Eagle2025 · 26/07/2025 19:15

PinkArt · 26/07/2025 18:08

If that conversation existed without centuries of women changing their surnames as they got new owners, then no. But because that history is there then I think even when that conversation happens now, with both genuinely being happy to change, that it's impossible for it not to be sexist on some level. That the concept of changing surnames on marriage at all exists comes from a place of sexism.

The post I quoted is one where you said you thought it was sexist- unless people start asking men if they will change their surname. Now you've changed it to- it's still sexist until enough centuries have passed by since the times when women changed their surnames when they got 'new owners'

Yelleryeller · 28/07/2025 16:22

Eagle2025 · 25/07/2025 19:05

It's about it being better for the person who wished they lived in a different time, not about being better for all women. And you would need to ask someone who wanted to live in a different year what their own personal reasons are. You are really not getting it.

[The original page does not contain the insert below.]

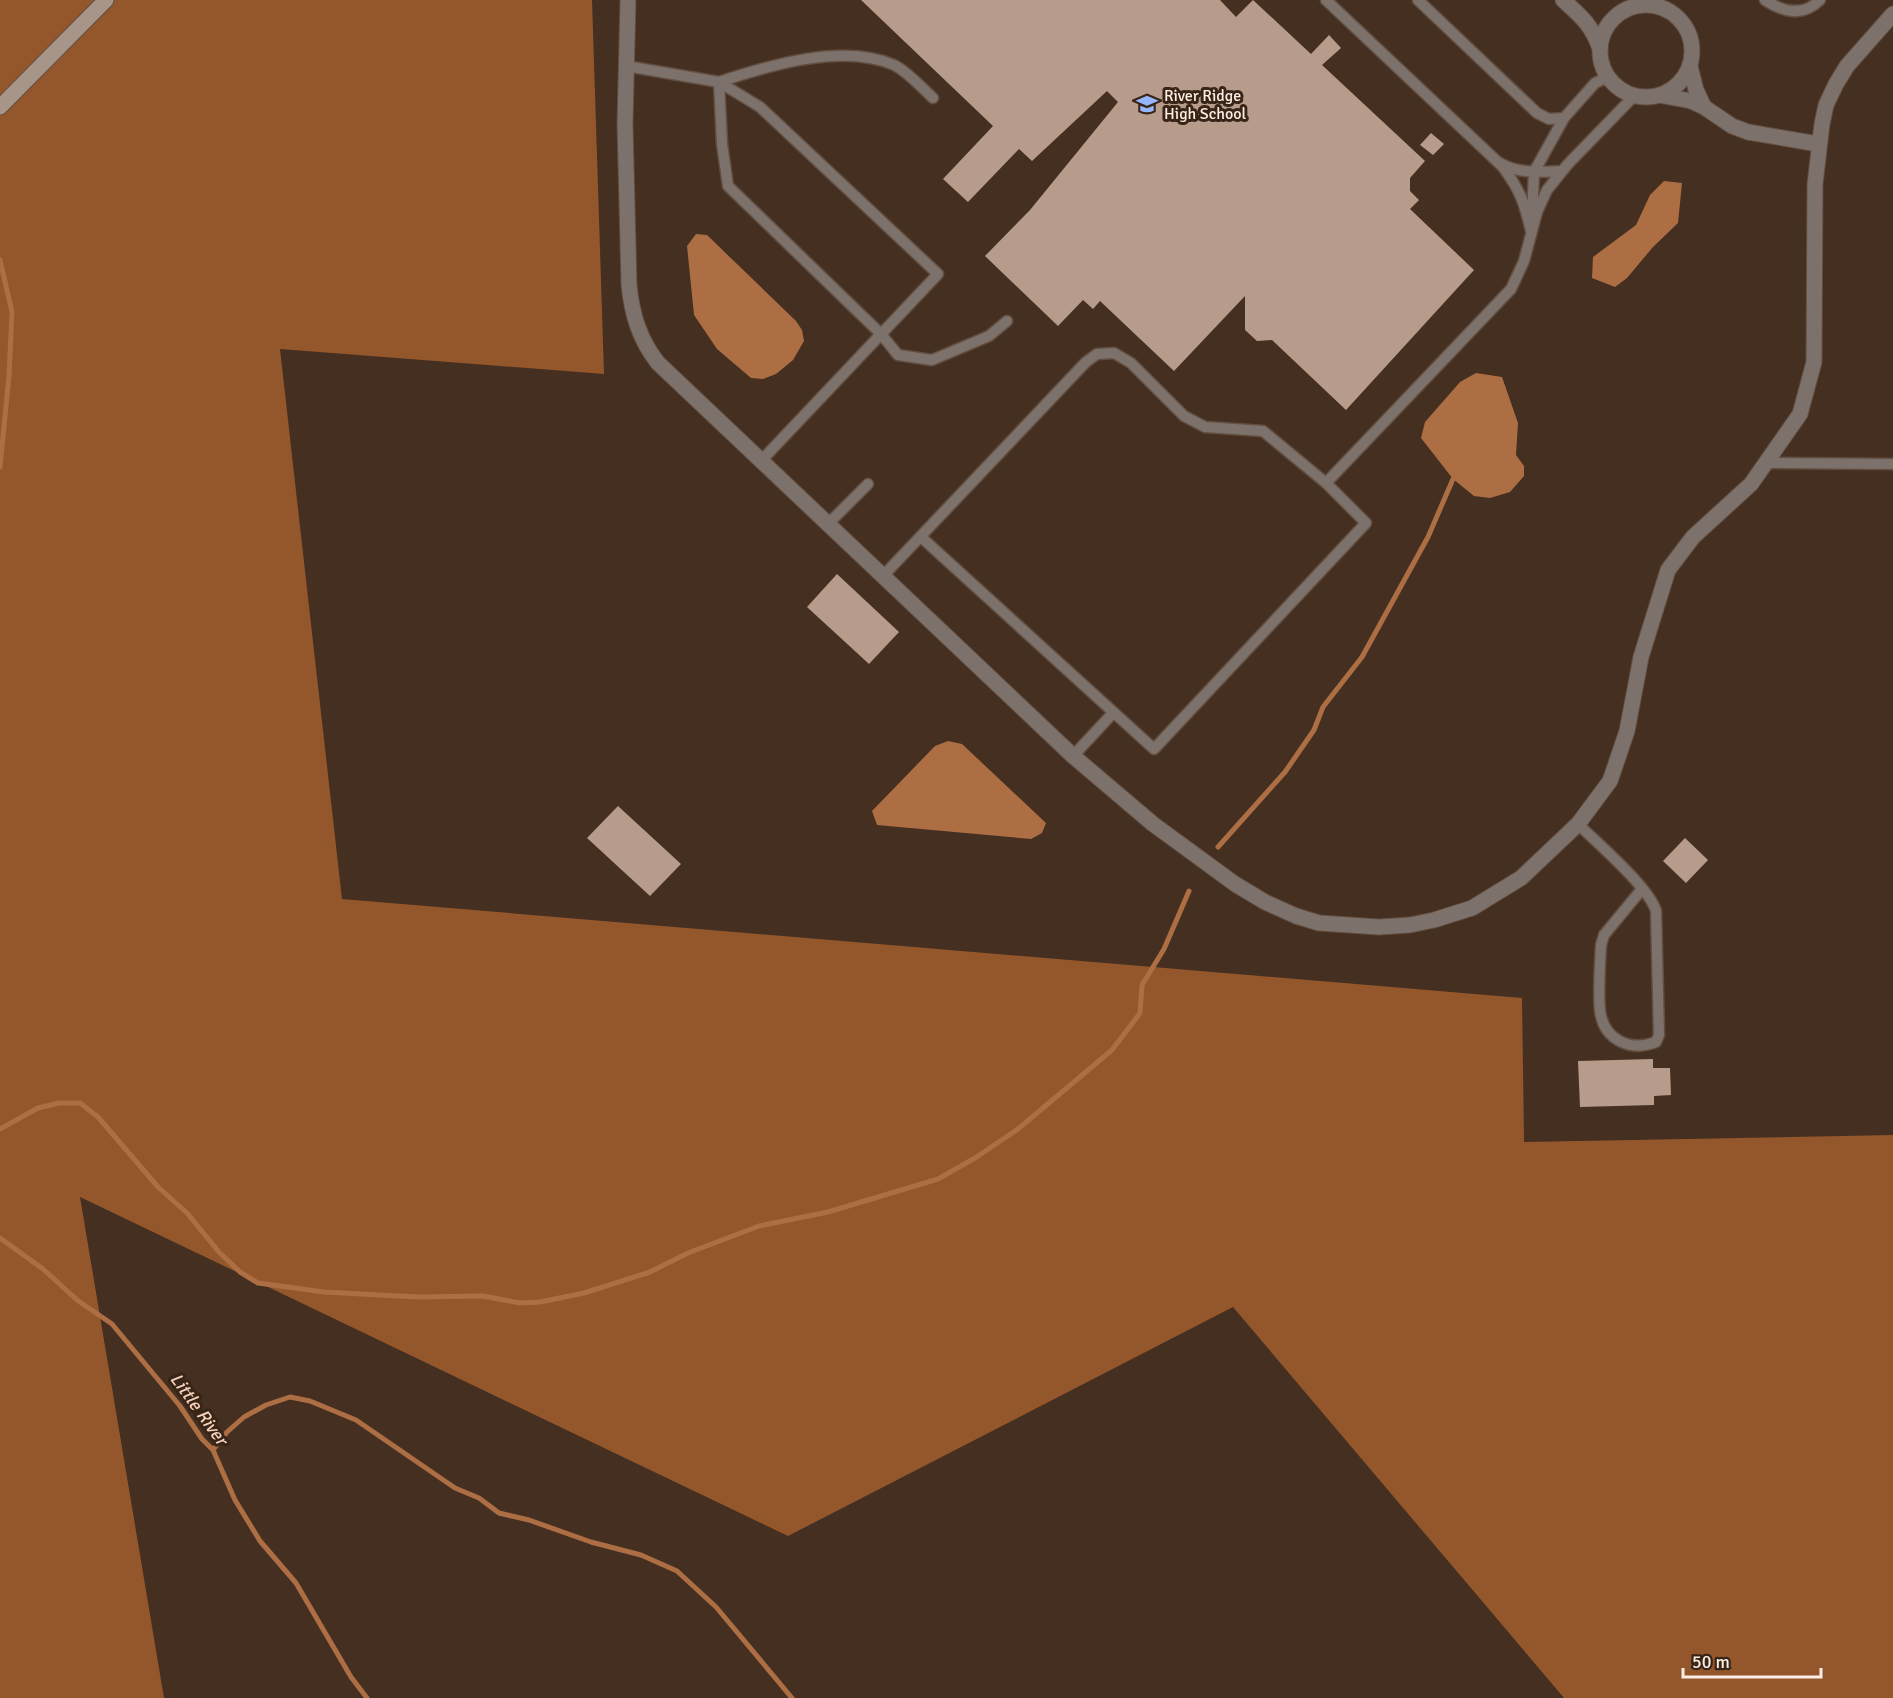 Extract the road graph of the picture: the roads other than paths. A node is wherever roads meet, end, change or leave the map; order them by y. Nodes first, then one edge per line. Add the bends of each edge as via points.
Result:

Kindly, if you don't hold the opinion in disagreeing with, what authority are you basing me not "getting it"? The PP responded herself explaining, yet you're insisting you understand why someone wants to wish their rights away without giving an example. If you don't feel that way, what's your point?

Yelleryeller · 28/07/2025 16:25

nomas · 25/07/2025 18:49

You owe those freedoms to the women who came before you. And the women who are still fighting on our behalf.

If it was left up to you, women would regress by a hundred years.

She'd be thrilled, that's when she dreams of living! Women back to the kitchen and the children to the chimneys - timeless and beautiful

Yelleryeller · 28/07/2025 16:27

SayItLikeItIsLetsKeepItReal · 25/07/2025 18:48

Well I have never experienced this so called patriarchal oppression. I’ve had the privilege of a free education, which is not a given around the world. I’ve received financial support whilst studying as I’m from a poor background. I’ve experienced zero discrimination from much richer people as the first person in my family to attend a world class top university. I’ve received nothing but encouragement. I’ve literally studied when I’ve wanted, worked when I’ve wanted, had children when I wanted. As a poor female I have thrived in the UK and love living here. I’ve had ample choice over my own life, I am getting fed up with people playing the victim- we make our own luck in life. Taking responsibility will get you far.

And yet you dream of a time when women didn't have the rights to education, financial freedom let alone support, the right to work without discrimination, or a choice of if or when they had children. Weird that you list all those things that women fought for as positives 🤔 I thought we lived in bad times and 50+ years ago was more timeless and beautiful. Turns out you do need feminism then.